Entrammo in una pizzeria d’asporto e ordinammo una pizza. qualche
problemino con l’inglese scarso del pizzaiolo lo avemmo, ma riuscii a ordinare
comunque.
Arrivammo al parco dopo qualche minuto, con la pizza che ancora
fumava: aveva un ottimo odore. Avrei preferito di gran lunga un po’ di sangue,
ma mi accontentai.
Mentre mangiavo zio Jasper mi guardava, assorto nei suoi pensieri…
chissà a cosa pensava…
Una volta finito, buttai il cartone in un cestino e tornai alla
panchina. Seguì un lungo silenzio, nel quale pensai bene di dire tutta la
verità, almeno a lui. Era quello che in questo periodo mi aveva rispettato di
più, quello che non aveva fatto domande, e quello che forse mi avrebbe capita.
<< zio, ti devo dire una cosa >> cominciai incerta.
<< parla, ti ascolto. >>disse lui, senza staccare gli
occhi dal cielo stellato.
<< sai, in questi giorni so di essermi comportata in modo
pietoso e scortese con tutti, ma non mi hanno lasciato molto scelta. Dico
hanno, perché tu non lo hai fatto.

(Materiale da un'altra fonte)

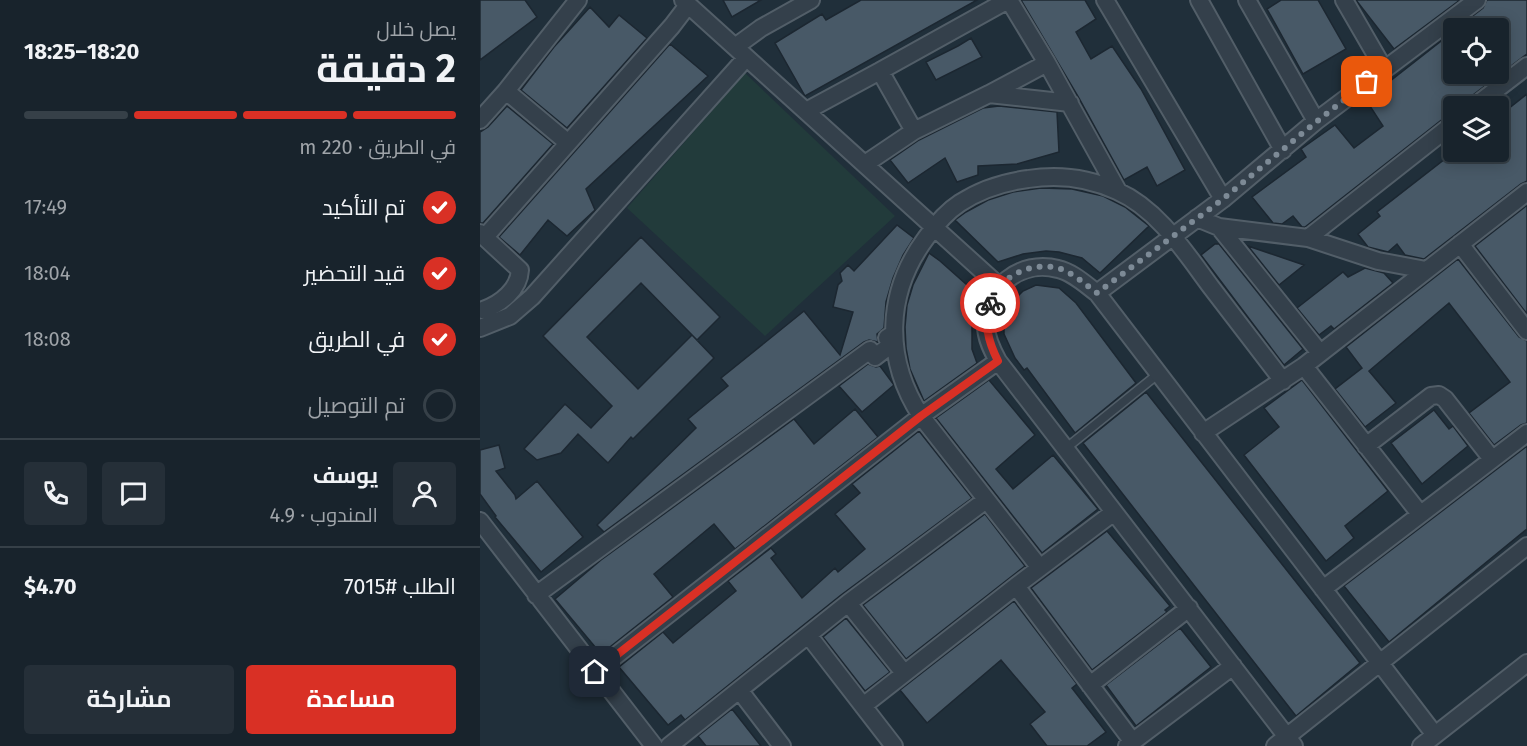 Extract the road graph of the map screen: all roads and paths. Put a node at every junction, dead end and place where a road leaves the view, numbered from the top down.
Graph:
1 (578, 0) edge
2 (811, 0) edge
3 (1008, 0) edge
4 (1105, 0) edge
5 (1199, 0) edge
6 (1247, 0) edge
7 (1344, 0) edge
8 (1478, 0) edge
9 (685, 2) edge
10 (740, 52) junction
11 (1047, 63) junction
12 (1527, 66) edge
13 (1384, 69) junction
14 (880, 71) junction
15 (506, 90) junction
16 (989, 94) junction
17 (1488, 96) edge
18 (1070, 103) junction
19 (806, 111) junction
20 (480, 120) edge
21 (1316, 122) junction
22 (914, 131) junction
23 (1443, 132) edge
24 (567, 142) junction
25 (1283, 150) junction
26 (865, 164) junction
27 (1118, 191) junction
28 (1527, 192) edge
29 (1223, 199) junction
30 (1197, 219) junction
31 (934, 227) junction
32 (1219, 227) junction
33 (482, 235) edge
34 (1172, 236) junction
35 (1308, 238) junction
36 (1460, 244) junction
37 (1426, 270) junction
38 (999, 286) junction
39 (1097, 293) junction
40 (483, 316) edge
41 (1527, 331) edge
42 (895, 332) junction
43 (1320, 353) junction
44 (998, 361) junction
45 (1304, 366) junction
46 (1158, 374) junction
47 (1283, 381) junction
48 (921, 416) junction
49 (1203, 433) junction
50 (1527, 433) edge
51 (1366, 446) junction
52 (1065, 449) junction
53 (1492, 459) junction
54 (986, 500) junction
55 (1114, 512) junction
56 (1419, 514) junction
57 (480, 521) edge
58 (1527, 546) edge
59 (1040, 568) junction
60 (1016, 586) junction
61 (1323, 589) junction
62 (536, 595) junction
63 (848, 603) junction
64 (1189, 608) junction
65 (808, 636) junction
66 (1379, 662) junction
67 (1527, 663) edge
68 (1233, 666) junction
69 (595, 672) junction
70 (904, 673) junction
71 (1090, 685) junction
72 (740, 691) junction
73 (863, 706) junction
74 (1435, 735) junction
75 (1285, 743) edge
76 (1130, 744) edge
77 (654, 746) edge
78 (669, 746) edge
79 (782, 746) edge
80 (894, 746) edge
81 (1421, 746) edge

1 - 15 street
2 - 10 street
3 - 11 street
3 - 14 street
4 - 29 street
5 - 25 street
6 - 21 street
7 - 13 street
8 - 13 street
9 - 10 street
9 - 24 street
10 - 19 street
10 - 40 street
11 - 16 street
11 - 18 street
12 - 17 street
13 - 21 street
14 - 19 street
14 - 22 street
15 - 20 street
15 - 24 street
16 - 18 street
16 - 22 street
18 - 27 street
19 - 26 street
21 - 25 street
22 - 26 street
23 - 35 street
24 - 33 street
25 - 29 street
26 - 31 street
27 - 31 street
27 - 34 street
28 - 36 street
29 - 30 street
30 - 32 street
30 - 34 street
31 - 38 street
31 - 42 street
32 - 35 street
32 - 43 street
33 - 40 street
34 - 39 street
34 - 47 street
35 - 37 street
36 - 37 street
36 - 41 street
37 - 43 street
38 - 39 street
38 - 44 street
39 - 46 street
42 - 48 street
42 - 62 street
43 - 45 street
44 - 48 street
44 - 52 street
45 - 47 street
45 - 51 street
46 - 49 street
46 - 52 lane
47 - 49 street
48 - 54 street
48 - 69 street
49 - 61 street
50 - 53 street
51 - 53 street
51 - 56 street
52 - 55 street
53 - 56 street
54 - 59 street
54 - 63 street
55 - 59 street
55 - 64 street
56 - 61 street
57 - 62 street
58 - 66 street
59 - 60 street
60 - 70 street
60 - 71 street
61 - 66 street
62 - 69 street
63 - 65 street
63 - 70 street
64 - 68 street
64 - 71 street
65 - 72 street
65 - 73 street
66 - 74 street
66 - 75 street
67 - 74 street
68 - 75 street
68 - 76 street
69 - 77 street
70 - 73 street
71 - 76 street
72 - 78 street
72 - 79 street
73 - 80 street
74 - 81 street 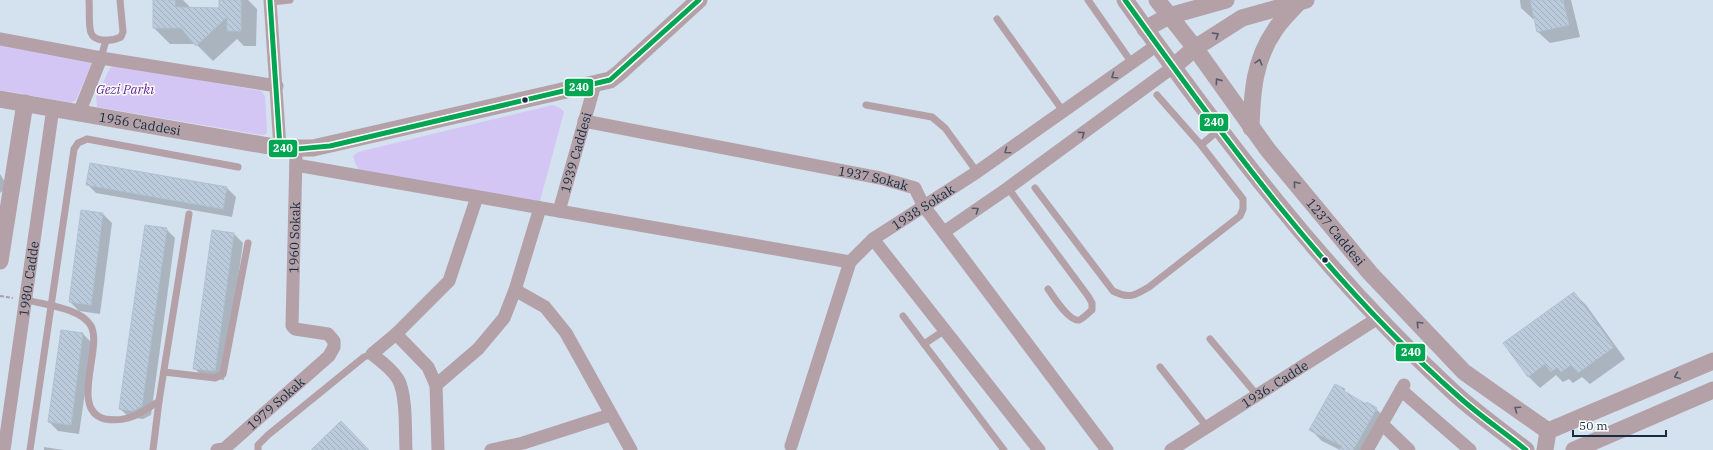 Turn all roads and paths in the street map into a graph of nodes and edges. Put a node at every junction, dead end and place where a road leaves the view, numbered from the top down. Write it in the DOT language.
graph roads {
  1 [pos="89,0"];
  2 [pos="120,0"];
  3 [pos="290,0"];
  4 [pos="699,0"];
  5 [pos="1088,0"];
  6 [pos="1124,0"];
  7 [pos="1157,0"];
  8 [pos="1226,0"];
  9 [pos="270,1"];
  10 [pos="1303,1"];
  11 [pos="1169,16"];
  12 [pos="997,18"];
  13 [pos="1145,29"];
  14 [pos="0,39"];
  15 [pos="106,40"];
  16 [pos="1157,45"];
  17 [pos="1194,48"];
  18 [pos="101,58"];
  19 [pos="1132,63"];
  20 [pos="1174,66"];
  21 [pos="595,84"];
  22 [pos="277,86"];
  23 [pos="1157,95"];
  24 [pos="0,99"];
  25 [pos="25,103"];
  26 [pos="866,105"];
  27 [pos="53,108"];
  28 [pos="1063,111"];
  29 [pos="79,113"];
  30 [pos="584,121"];
  31 [pos="1251,128"];
  32 [pos="1220,129"];
  33 [pos="1201,145"];
  34 [pos="291,154"];
  35 [pos="238,166"];
  36 [pos="977,172"];
  37 [pos="1008,188"];
  38 [pos="1035,188"];
  39 [pos="477,197"];
  40 [pos="923,205"];
  41 [pos="540,208"];
  42 [pos="559,211"];
  43 [pos="189,214"];
  44 [pos="3,225"];
  45 [pos="944,232"];
  46 [pos="873,239"];
  47 [pos="248,243"];
  48 [pos="0,261"];
  49 [pos="850,262"];
  50 [pos="1048,289"];
  51 [pos="515,290"];
  52 [pos="27,300"];
  53 [pos="52,306"];
  54 [pos="903,316"];
  55 [pos="1378,318"];
  56 [pos="944,330"];
  57 [pos="396,334"];
  58 [pos="1210,339"];
  59 [pos="924,344"];
  60 [pos="332,352"];
  61 [pos="372,354"];
  62 [pos="1713,360"];
  63 [pos="1160,367"];
  64 [pos="164,372"];
  65 [pos="436,385"];
  66 [pos="1713,390"];
  67 [pos="1257,395"];
  68 [pos="159,401"];
  69 [pos="610,415"];
  70 [pos="1382,424"];
  71 [pos="1207,427"];
  72 [pos="1548,431"];
  73 [pos="524,447"];
  74 [pos="789,449"];
  75 [pos="4,450"];
  76 [pos="30,450"];
  77 [pos="153,450"];
  78 [pos="221,450"];
  79 [pos="258,450"];
  80 [pos="406,450"];
  81 [pos="438,450"];
  82 [pos="491,450"];
  83 [pos="631,450"];
  84 [pos="1004,450"];
  85 [pos="1039,450"];
  86 [pos="1107,450"];
  87 [pos="1171,450"];
  88 [pos="1367,450"];
  89 [pos="1409,450"];
  90 [pos="1470,450"];
  91 [pos="1526,450"];
  92 [pos="1545,450"];
  93 [pos="1574,450"];
  1 -- 15 [label="lane"];
  2 -- 15 [label="lane"];
  3 -- 9 [label="lane"];
  4 -- 21 [label="street"];
  5 -- 19 [label="lane"];
  6 -- 13 [label="street, 1237 Caddesi"];
  7 -- 11 [label="street, 1237 Caddesi"];
  8 -- 11 [label="street"];
  9 -- 22 [label="street, 1960 Sokak"];
  17 -- 10 [label="street, one-way"];
  31 -- 10 [label="street, one-way"];
  11 -- 13 [label="street"];
  11 -- 17 [label="street, 1237 Caddesi"];
  12 -- 28 [label="lane"];
  13 -- 16 [label="street, 1237 Caddesi"];
  14 -- 18 [label="street"];
  15 -- 18 [label="lane"];
  16 -- 19 [label="street, 1938 Sokak"];
  16 -- 20 [label="street, 1237 Caddesi"];
  17 -- 20 [label="street"];
  31 -- 17 [label="street, 1237 Caddesi, one-way"];
  18 -- 22 [label="street"];
  18 -- 29 [label="street"];
  19 -- 28 [label="street, 1938 Sokak, one-way"];
  20 -- 32 [label="street, 1237 Caddesi"];
  37 -- 20 [label="street, one-way"];
  21 -- 30 [label="street, 1939 Caddesi"];
  21 -- 34 [label="street, 1956 Caddesi"];
  22 -- 34 [label="street, 1960 Sokak"];
  23 -- 33 [label="lane"];
  24 -- 25 [label="street, 1956 Caddesi"];
  25 -- 27 [label="street, 1956 Caddesi"];
  25 -- 44 [label="street"];
  26 -- 36 [label="lane"];
  27 -- 29 [label="street, 1956 Caddesi"];
  27 -- 52 [label="street, 1980. Cadde"];
  28 -- 36 [label="street, 1938 Sokak, one-way"];
  29 -- 34 [label="street, 1956 Caddesi"];
  30 -- 40 [label="street, 1937 Sokak"];
  30 -- 42 [label="street, 1939 Caddesi"];
  72 -- 31 [label="street, 1237 Caddesi, one-way"];
  32 -- 33 [label="lane"];
  32 -- 55 [label="street, 1237 Caddesi"];
  33 -- 38 [label="lane"];
  34 -- 39 [label="street"];
  34 -- 60 [label="street, 1960 Sokak"];
  35 -- 53 [label="lane"];
  36 -- 40 [label="street, 1938 Sokak"];
  45 -- 37 [label="street, one-way"];
  37 -- 50 [label="lane"];
  39 -- 41 [label="street"];
  39 -- 57 [label="street"];
  40 -- 45 [label="street, 1937 Sokak"];
  40 -- 46 [label="street, 1938 Sokak"];
  41 -- 42 [label="street"];
  41 -- 51 [label="street"];
  42 -- 49 [label="street"];
  43 -- 64 [label="lane"];
  44 -- 48 [label="street"];
  45 -- 86 [label="street, 1937 Sokak"];
  46 -- 49 [label="street, 1938 Sokak"];
  46 -- 56 [label="street"];
  47 -- 64 [label="lane"];
  49 -- 74 [label="street, 1938 Sokak"];
  51 -- 65 [label="street"];
  51 -- 69 [label="street"];
  52 -- 53 [label="lane"];
  52 -- 75 [label="street, 1980. Cadde"];
  53 -- 68 [label="lane"];
  53 -- 76 [label="lane"];
  54 -- 59 [label="lane"];
  55 -- 67 [label="street, 1936. Cadde"];
  55 -- 91 [label="street, 1237 Caddesi"];
  56 -- 59 [label="lane"];
  56 -- 85 [label="street"];
  57 -- 61 [label="street"];
  57 -- 65 [label="street"];
  58 -- 67 [label="lane"];
  59 -- 84 [label="lane"];
  60 -- 78 [label="street, 1979 Sokak"];
  61 -- 79 [label="lane"];
  61 -- 80 [label="street"];
  62 -- 72 [label="street, one-way"];
  63 -- 71 [label="lane"];
  64 -- 68 [label="lane"];
  65 -- 81 [label="street"];
  66 -- 93 [label="street"];
  67 -- 71 [label="street, 1936. Cadde"];
  68 -- 77 [label="lane"];
  69 -- 73 [label="street"];
  69 -- 83 [label="street"];
  70 -- 88 [label="street"];
  70 -- 89 [label="street"];
  70 -- 90 [label="street"];
  71 -- 87 [label="street, 1936. Cadde"];
  72 -- 92 [label="street"];
  73 -- 82 [label="street"];
}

È per questo che mi rivolgo a te per primo.
Mio padre sa tutto, ma non durerà molto e tra un po’ rivelerà tutto. Sai Alec,
il vampiro che mi ha accompagnato a fare il giro di Volterra? Ecco, io credo…
>> era più difficile di quanto pensassi dirlo.
<< si? Cos’è, ti ha fatto qualcosa di male? >>
<< No, non mi ha fatto nulla. È solo che io… >>
deglutii << io mi sono innamorata di lui >> dessi infine.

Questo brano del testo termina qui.